La ministra Salgado ya se ha apresurado a manifestar que ella no necesita un plan, ya que cotiza a la Seguridad Social desde los 22 años, por lo que no necesitará para mantener su actual nivel de vida ni “siquiera la pensión de ex ministra”. Todo un alarde de optimismo desbocado sobre la viabilidad de nuestro sistema económico que, además de reforzar el ambiente general de sospecha, demuestra una vez más que el diálogo de sordos que mantienen Economía y Trabajo es en verdad un alarido preocupante que conduce a que el público se palpe la cartera y, con espíritu de zarzuela, a sí mismo se diga: “¿pero en qué manos estamos?”.

Con efectos desde 2007, el Gobierno de la época lanzó a los ciudadanos y a los mercados financieros un mensaje muy claro: no iba permitir en el futuro que los beneficios tributarios destinados a las aportaciones a los planes de pensiones continuaran rebajando a toque de corneta la fiscalidad de las rentas elevadas. Con esta finalidad corrigió la estrategia de las dos legislaturas gobernadas por el Partido Popular y suprimió, salvando las aportaciones realizadas hasta el 31 de diciembre de 2006, la reducción del 40% para las prestaciones cobradas en forma de capital único; el Gobierno de Rodríguez Zapatero también disminuyó drásticamente las aportaciones máximas con derecho a reducir la base imponible del Impuesto sobre la Renta y, además, vinculó obligatoriamente la aplicación de los beneficios fiscales a los contribuyentes que obtuvieran rentas de trabajo o de actividades económicas. No voy a comentar aquí la posible bondad de dichas medidas, pero entonces y ahora hay que reconocer que los anteriores gobiernos del Partido Popular habían emprendido progresivamente una política tan expansiva sobre esta modalidad de ahorro privado que frecuentemente era utilizada por los contribuyentes de la “decila” de rentas más alta como una simple inversión de capital desligada de cualquier actividad laboral. Obviamente, después de los contribuyentes beneficiados, los más contentos con esta política conservadora eran los gestores de los planes y fondos de pensiones, un producto que había nacido, con un alcance mucho más limitado, en 1987.  

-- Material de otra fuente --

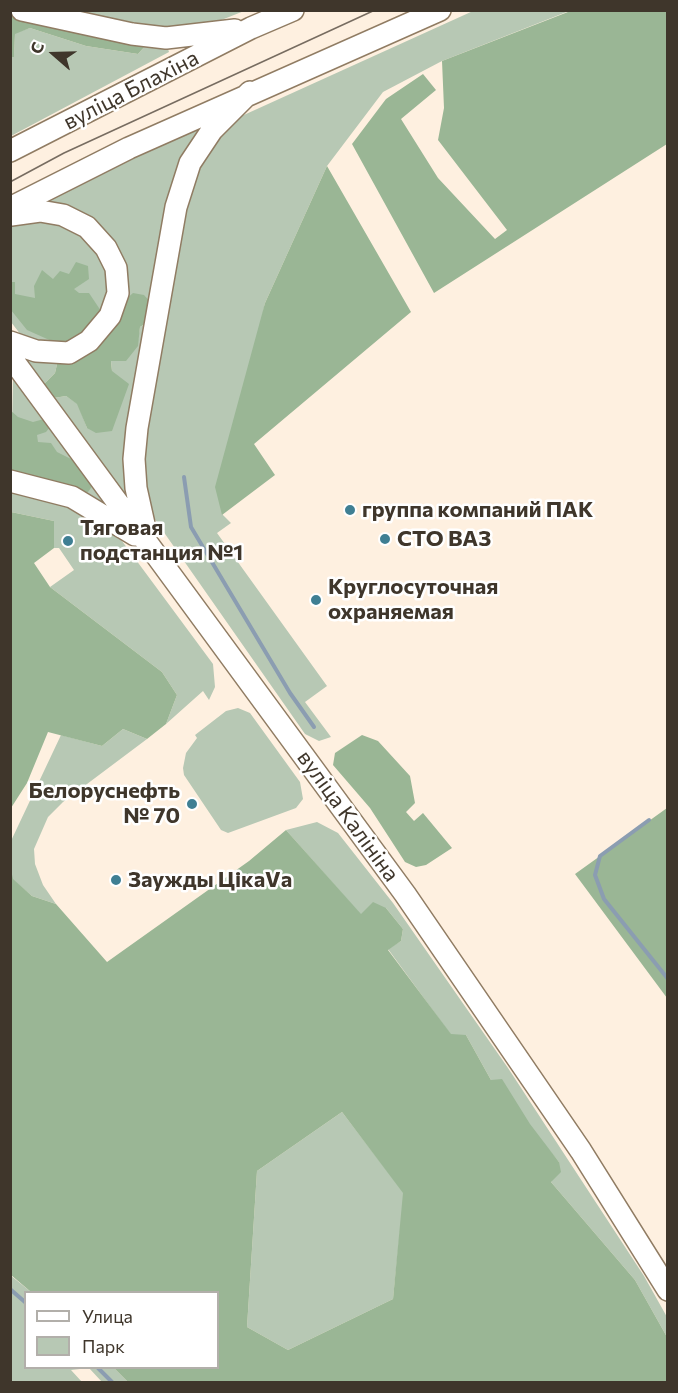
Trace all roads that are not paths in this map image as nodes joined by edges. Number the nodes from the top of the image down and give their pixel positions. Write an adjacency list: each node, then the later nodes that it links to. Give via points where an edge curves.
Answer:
1 (22, 10): 4 (main road, via 166,38)
2 (293, 10): 4 (main road)
3 (440, 10): 5 (main road)
4 (251, 28): 6 (main road, вуліца Блахіна)
5 (250, 92): 7 (main road); 12 (main road, via 212,130 190,163 176,207 134,459 140,512)
6 (10, 151)
7 (10, 208)
8 (10, 215): 9 (main road, via 40,211 63,215 87,227 106,248 116,268 118,293 110,316 89,341 69,353 36,351)
9 (10, 342)
10 (10, 356): 12 (main road, вуліца Калініна)
11 (10, 481): 12 (main road, via 72,497)
12 (149, 546): 13 (main road, вуліца Калініна, via 412,903 581,1151)
13 (668, 1290)

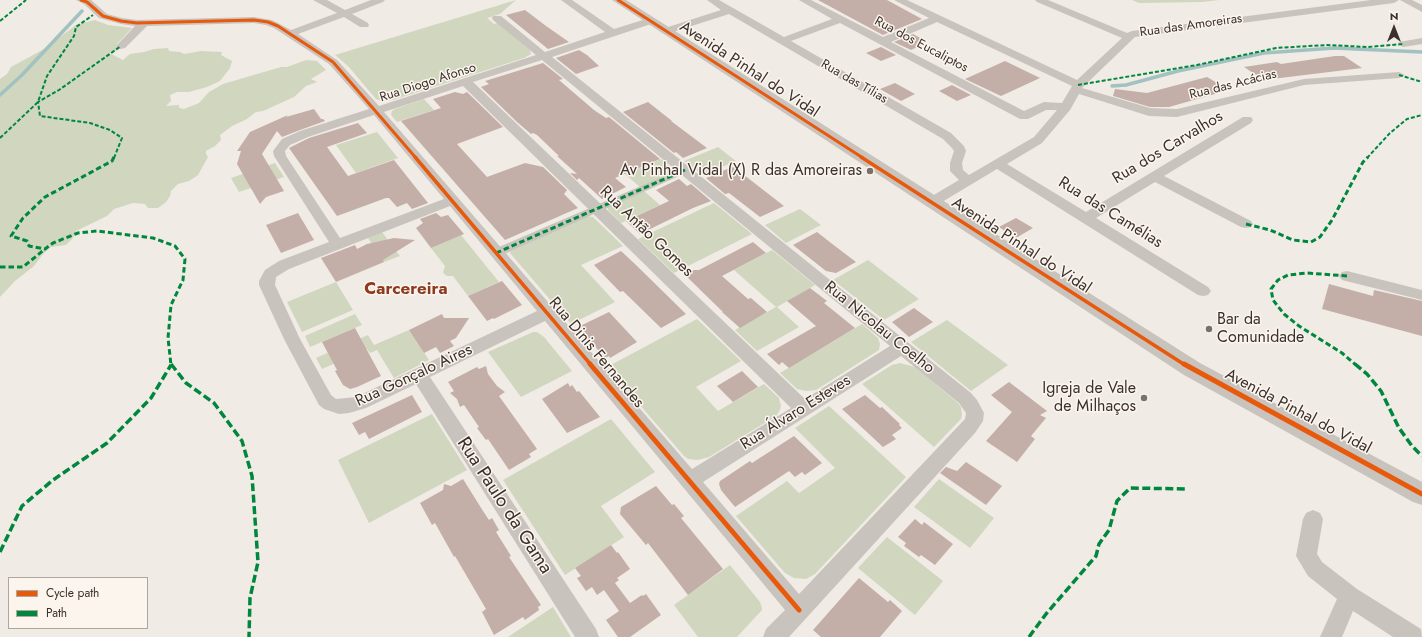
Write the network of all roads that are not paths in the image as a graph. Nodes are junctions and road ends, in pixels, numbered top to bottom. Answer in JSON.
{"nodes":[{"id":1,"x":81,"y":0,"type":"edge"},
{"id":2,"x":318,"y":0,"type":"edge"},
{"id":3,"x":380,"y":0,"type":"edge"},
{"id":4,"x":566,"y":0,"type":"edge"},
{"id":5,"x":618,"y":0,"type":"edge"},
{"id":6,"x":712,"y":0,"type":"edge"},
{"id":7,"x":804,"y":0,"type":"edge"},
{"id":8,"x":899,"y":0,"type":"edge"},
{"id":9,"x":1040,"y":0,"type":"edge"},
{"id":10,"x":1394,"y":0,"type":"edge"},
{"id":11,"x":1404,"y":0,"type":"edge"},
{"id":12,"x":1422,"y":9,"type":"edge"},
{"id":13,"x":730,"y":10,"type":"junction"},
{"id":14,"x":344,"y":13,"type":"junction"},
{"id":15,"x":497,"y":18,"type":"dead end"},
{"id":16,"x":937,"y":18,"type":"junction"},
{"id":17,"x":841,"y":19,"type":"junction"},
{"id":18,"x":650,"y":21,"type":"junction"},
{"id":19,"x":145,"y":22,"type":"junction"},
{"id":20,"x":364,"y":25,"type":"dead end"},
{"id":21,"x":666,"y":31,"type":"junction"},
{"id":22,"x":613,"y":33,"type":"junction"},
{"id":23,"x":289,"y":34,"type":"junction"},
{"id":24,"x":1128,"y":37,"type":"junction"},
{"id":25,"x":783,"y":41,"type":"junction"},
{"id":26,"x":883,"y":41,"type":"junction"},
{"id":27,"x":1422,"y":42,"type":"edge"},
{"id":28,"x":1403,"y":44,"type":"dead end"},
{"id":29,"x":121,"y":46,"type":"dead end"},
{"id":30,"x":544,"y":55,"type":"junction"},
{"id":31,"x":1399,"y":75,"type":"dead end"},
{"id":32,"x":464,"y":81,"type":"junction"},
{"id":33,"x":1078,"y":87,"type":"junction"},
{"id":34,"x":1066,"y":107,"type":"junction"},
{"id":35,"x":376,"y":110,"type":"junction"},
{"id":36,"x":1247,"y":120,"type":"dead end"},
{"id":37,"x":998,"y":164,"type":"junction"},
{"id":38,"x":685,"y":170,"type":"junction"},
{"id":39,"x":1154,"y":176,"type":"junction"},
{"id":40,"x":968,"y":181,"type":"junction"},
{"id":41,"x":451,"y":201,"type":"junction"},
{"id":42,"x":932,"y":202,"type":"junction"},
{"id":43,"x":596,"y":209,"type":"junction"},
{"id":44,"x":1086,"y":218,"type":"junction"},
{"id":45,"x":1246,"y":224,"type":"dead end"},
{"id":46,"x":337,"y":244,"type":"junction"},
{"id":47,"x":496,"y":253,"type":"junction"},
{"id":48,"x":1347,"y":276,"type":"dead end"},
{"id":49,"x":1203,"y":291,"type":"dead end"},
{"id":50,"x":1422,"y":295,"type":"edge"},
{"id":51,"x":547,"y":313,"type":"junction"},
{"id":52,"x":902,"y":347,"type":"junction"},
{"id":53,"x":420,"y":375,"type":"junction"},
{"id":54,"x":803,"y":408,"type":"junction"},
{"id":55,"x":689,"y":481,"type":"junction"},
{"id":56,"x":1422,"y":494,"type":"edge"},
{"id":57,"x":1313,"y":519,"type":"dead end"},
{"id":58,"x":1349,"y":596,"type":"junction"},
{"id":59,"x":799,"y":610,"type":"junction"},
{"id":60,"x":588,"y":637,"type":"edge"},
{"id":61,"x":774,"y":637,"type":"edge"},
{"id":62,"x":1331,"y":637,"type":"edge"},
{"id":63,"x":1413,"y":637,"type":"edge"}],
"edges":[{"from":1,"to":19,"type":"street","name":"Rua Dinis Fernandes"},
{"from":2,"to":14,"type":"street"},
{"from":3,"to":14,"type":"street"},
{"from":4,"to":22,"type":"street"},
{"from":5,"to":18,"type":"street","name":"Avenida Pinhal do Vidal"},
{"from":6,"to":13,"type":"street","name":"Rua das Tílias"},
{"from":7,"to":17,"type":"street","name":"Rua dos Eucaliptos"},
{"from":8,"to":16,"type":"street","name":"Rua das Acácias"},
{"from":9,"to":24,"type":"street"},
{"from":10,"to":24,"type":"street","name":"Rua das Amoreiras"},
{"from":11,"to":12,"type":"street"},
{"from":13,"to":21,"type":"street"},
{"from":13,"to":25,"type":"street","name":"Rua das Tílias"},
{"from":14,"to":20,"type":"street"},
{"from":14,"to":23,"type":"street"},
{"from":15,"to":30,"type":"street","name":"Rua Nicolau Coelho"},
{"from":16,"to":26,"type":"street"},
{"from":16,"to":33,"type":"street","name":"Rua das Acácias"},
{"from":17,"to":25,"type":"street"},
{"from":17,"to":26,"type":"street","name":"Rua dos Eucaliptos"},
{"from":18,"to":21,"type":"street","name":"Avenida Pinhal do Vidal"},
{"from":18,"to":22,"type":"street","name":"Rua Diogo Afonso"},
{"from":19,"to":23,"type":"street","name":"Rua Dinis Fernandes"},
{"from":19,"to":29,"type":"street"},
{"from":21,"to":42,"type":"street","name":"Avenida Pinhal do Vidal"},
{"from":22,"to":30,"type":"street","name":"Rua Diogo Afonso"},
{"from":23,"to":35,"type":"street","name":"Rua Dinis Fernandes"},
{"from":24,"to":33,"type":"street","name":"Rua das Amoreiras"},
{"from":25,"to":40,"type":"street","name":"Rua das Tílias"},
{"from":26,"to":34,"type":"street","name":"Rua dos Eucaliptos"},
{"from":27,"to":28,"type":"street"},
{"from":30,"to":32,"type":"street","name":"Rua Diogo Afonso"},
{"from":30,"to":38,"type":"street","name":"Rua Nicolau Coelho"},
{"from":31,"to":33,"type":"street","name":"Rua das Acácias"},
{"from":32,"to":35,"type":"street","name":"Rua Diogo Afonso"},
{"from":32,"to":43,"type":"street","name":"Rua Antão Gomes"},
{"from":33,"to":34,"type":"street","name":"Rua das Amoreiras"},
{"from":34,"to":37,"type":"street","name":"Rua das Amoreiras"},
{"from":35,"to":41,"type":"street","name":"Rua Dinis Fernandes"},
{"from":35,"to":46,"type":"street","name":"Rua Diogo Afonso"},
{"from":36,"to":39,"type":"street","name":"Rua dos Carvalhos"},
{"from":37,"to":40,"type":"street","name":"Rua das Amoreiras"},
{"from":37,"to":44,"type":"street","name":"Rua das Camélias"},
{"from":38,"to":43,"type":"street"},
{"from":38,"to":52,"type":"street","name":"Rua Nicolau Coelho"},
{"from":39,"to":44,"type":"street","name":"Rua dos Carvalhos"},
{"from":39,"to":45,"type":"street"},
{"from":40,"to":42,"type":"street","name":"Rua das Amoreiras"},
{"from":41,"to":46,"type":"street","name":"Rua Gonçalo Aires"},
{"from":41,"to":47,"type":"street","name":"Rua Dinis Fernandes"},
{"from":42,"to":56,"type":"street","name":"Avenida Pinhal do Vidal"},
{"from":43,"to":47,"type":"street"},
{"from":43,"to":54,"type":"street","name":"Rua Antão Gomes"},
{"from":44,"to":49,"type":"street","name":"Rua das Camélias"},
{"from":46,"to":53,"type":"street","name":"Rua Gonçalo Aires"},
{"from":47,"to":51,"type":"street","name":"Rua Dinis Fernandes"},
{"from":48,"to":50,"type":"street"},
{"from":51,"to":53,"type":"street","name":"Rua Gonçalo Aires"},
{"from":51,"to":55,"type":"street","name":"Rua Dinis Fernandes"},
{"from":52,"to":54,"type":"street","name":"Rua Álvaro Esteves"},
{"from":52,"to":59,"type":"street","name":"Rua Nicolau Coelho"},
{"from":53,"to":60,"type":"street","name":"Rua Paulo da Gama"},
{"from":54,"to":55,"type":"street","name":"Rua Álvaro Esteves"},
{"from":55,"to":59,"type":"street","name":"Rua Dinis Fernandes"},
{"from":57,"to":58,"type":"street"},
{"from":58,"to":62,"type":"street"},
{"from":58,"to":63,"type":"street"},
{"from":59,"to":61,"type":"street","name":"Rua Nicolau Coelho"}]}
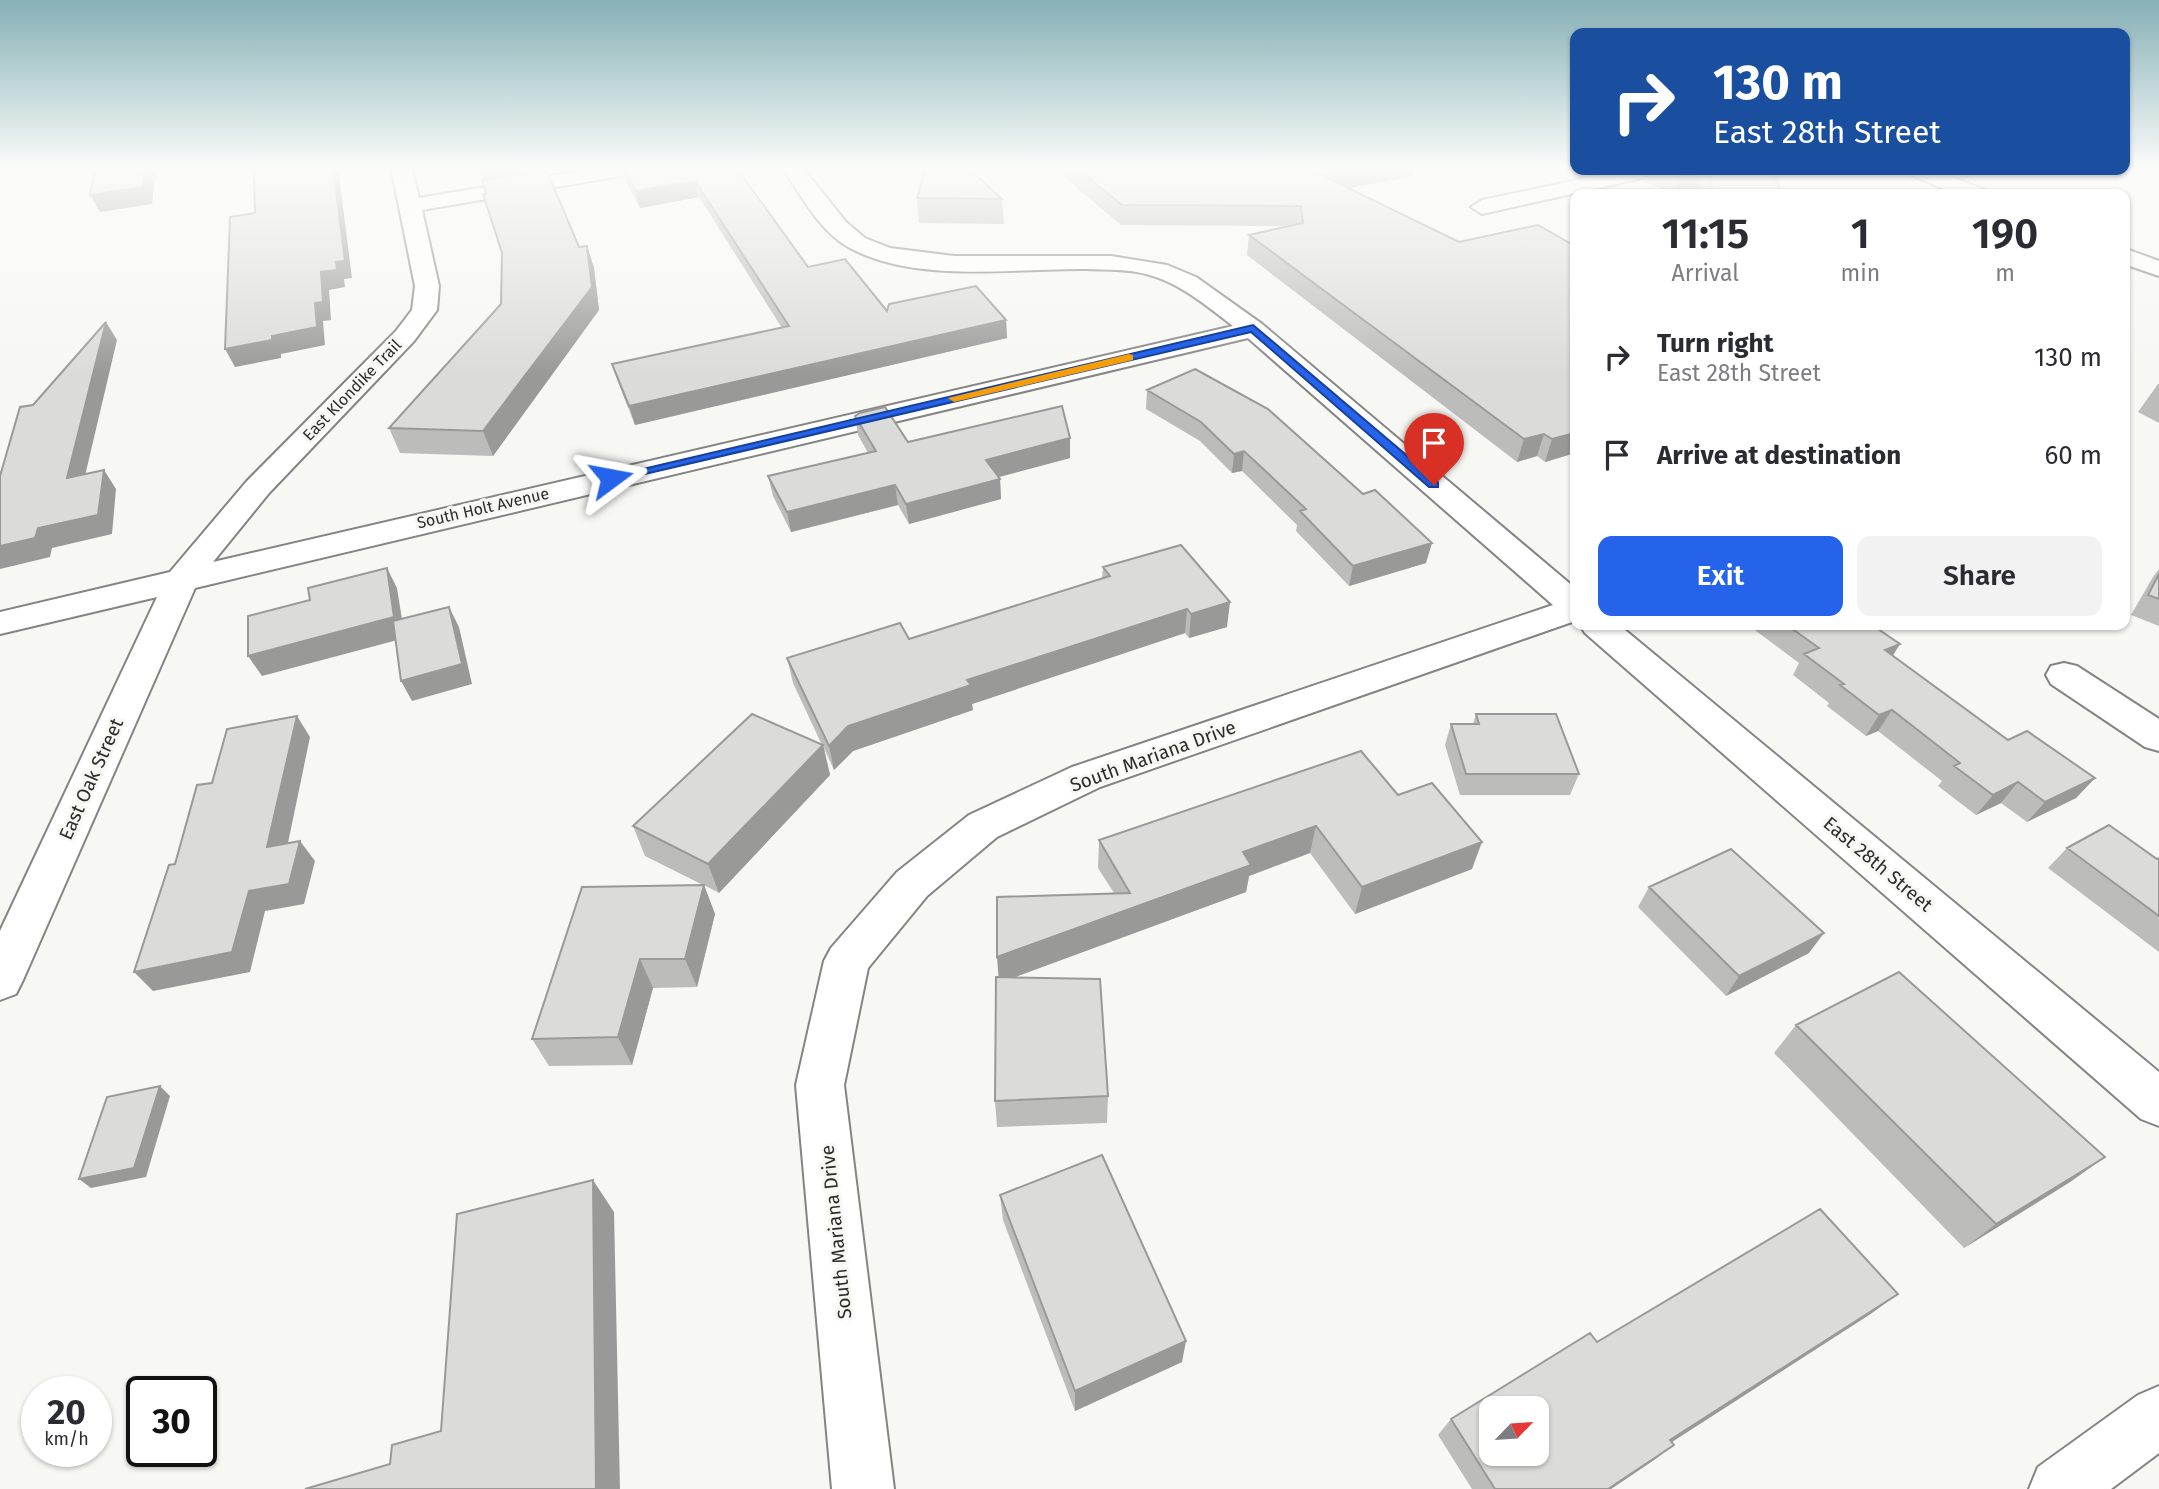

En ésas estábamos cuando salta a la arena Corbacho y presume de plan. ¿Sugiere que hay que abrir la mano fiscal a los sistemas privados de ahorro para descargar tensiones sobre la tesorería de la Seguridad Social? Si esa fuera realmente su intención, o simplemente si se hubiera convertido en corredor de seguros de forma precipitada a mayor gloria de la banca, deberíamos considerar todos los pros y los contras de una reforma que pudiera recorrer ese camino. En la coyuntura actual cualquier incentivo público a los planes de pensiones plantea, como poco, tres inconvenientes. Uno de ellos es que la oferta publicitaria del ministro de Trabajo supone, en la práctica, revalidar la pésima actuación de las gestoras de los planes, causantes de una baja rentabilidad promedio de los mismos (frecuentemente negativa) que ha minorado los derechos consolidados de los partícipes y amenaza con anular los beneficios fiscales de los que disfrutan, una situación de merma del valor de los fondos de pensiones a la que no son ajenas las elevadas comisiones que cobran las sociedades gestoras.

En segundo lugar, la apuesta gubernamental por este producto del ahorro puede atacar las cuentas públicas, en beneficio además de las rentas superiores, incrementando el déficit y la deuda, con lo que no debe descartarse el resultado contrario del esperado y dañar aún mas, de manera indirecta en este caso, la viabilidad del sistema público de pensiones.

Por último, la teoría económica nos dice que la aversión al riesgo de los ahorradores e inversores es endémica en épocas dilatadas de contracción económica y de gran incertidumbre en los mercados financieros. Esta desconfianza en el futuro de los sistemas públicos de pensiones alienta, desde luego, el ahorro complementario a la Seguridad Social en sistemas privados de previsión, pero en el corto plazo probablemente retraerá una parte considerable de esta demanda a favor de la liquidez y la solvencia inmediatas. En estos momentos, la estimación del dinero como “valor refugio” se compadece mal con la indisponibilidad de los planes (que, salvo excepciones, no son reembolsables hasta que se produce la contingencia prevista, en este caso la de jubilación), sobre todo si la estructura patrimonial del plan descansa en la renta variable. Es cierto que desde hace unos meses son más flexibles las circunstancias legales que posibilitan el cobro de las prestaciones del plan si el partícipe pierde su empleo, pero la normativa financiera de los planes de pensiones continúa siendo demasiado rígida e ineficiente en tiempos, como los actuales, en que nadie está razonablemente seguro o confiado respecto a lo que le puede pasar a él y a su familia en los próximos meses.    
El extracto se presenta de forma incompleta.